A little of both, the structurally adventuresome quintet "Refugee" (from "Rapture") wasn't any better danced or choreographed than the other McNamee oldies, but it lasted long enough to go somewhere after its opening -- and even to double back -- which made it one of the highlights.

The new pieces all had plenty of promise. Brutality chic reached its zenith in "Rise and Fall," a men's quintet by Charles "Bubba" Carr full of inventive gymnastic clusters and towers as well as a drum-driven martial arts vocabulary. Nina McNeely's untitled ensemble piece aimed for dance theater in its voyeuristic glimpses of people caught in the glare of hand-held spots as if suddenly revealed by drive-by headlights while having sex or committing crimes.
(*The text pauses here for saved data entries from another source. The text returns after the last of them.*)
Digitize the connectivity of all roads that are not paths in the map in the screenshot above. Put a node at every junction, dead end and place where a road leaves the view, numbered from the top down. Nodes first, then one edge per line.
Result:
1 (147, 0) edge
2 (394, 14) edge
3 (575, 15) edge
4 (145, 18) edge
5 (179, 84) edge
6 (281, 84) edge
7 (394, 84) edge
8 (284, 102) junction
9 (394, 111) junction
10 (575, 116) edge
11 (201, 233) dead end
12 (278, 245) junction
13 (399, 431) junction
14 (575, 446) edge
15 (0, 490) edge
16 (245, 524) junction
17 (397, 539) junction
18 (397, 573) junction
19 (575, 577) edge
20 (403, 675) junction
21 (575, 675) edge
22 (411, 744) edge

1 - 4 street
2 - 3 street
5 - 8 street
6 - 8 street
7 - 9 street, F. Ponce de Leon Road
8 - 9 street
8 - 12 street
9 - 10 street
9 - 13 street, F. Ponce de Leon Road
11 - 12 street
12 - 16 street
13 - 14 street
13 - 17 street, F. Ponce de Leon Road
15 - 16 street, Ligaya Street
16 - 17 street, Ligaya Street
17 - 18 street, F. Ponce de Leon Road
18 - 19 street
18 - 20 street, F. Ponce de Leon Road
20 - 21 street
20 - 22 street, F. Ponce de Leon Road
Adroitly crafted, Heffington's intense, unresolved relationship duet "Twilight Conditions" focused on intimate floor work and unpredictable gymnastic partnering. Flavored with vaguely Asian stances, Mecca Vazie Andrews' playful dance drama "Home of the Noble" emphasized the process of healing or calming antic individuals. And McNamee's "Crush" displayed her growing sophistication in the use of classical music, making a Beethoven violin sonata the accompaniment for intriguing partnering experiments and fleeting but distinctive romantic linkups.

New Hysterica dancer discoveries included Stephanie Landwehr's indomitable self-possession no matter what the choreography or partnering challenges, Logan Schyvynck's talent for executing radical torso contortions while on the run and Marlon Pelayo's knack for body shudders so fast and sharp they almost looked like krumping.

Among familiar pleasures, it was nice to enjoy again McNeely's sheer bravery, Heffington's nervy bravado and Scott Hislop's ability to endow adagio partnering with all sorts of disturbing character undertones. Along with 10 other dancers, the remarkable Andrews and Carr were also briefly on view, their power muted on this occasion.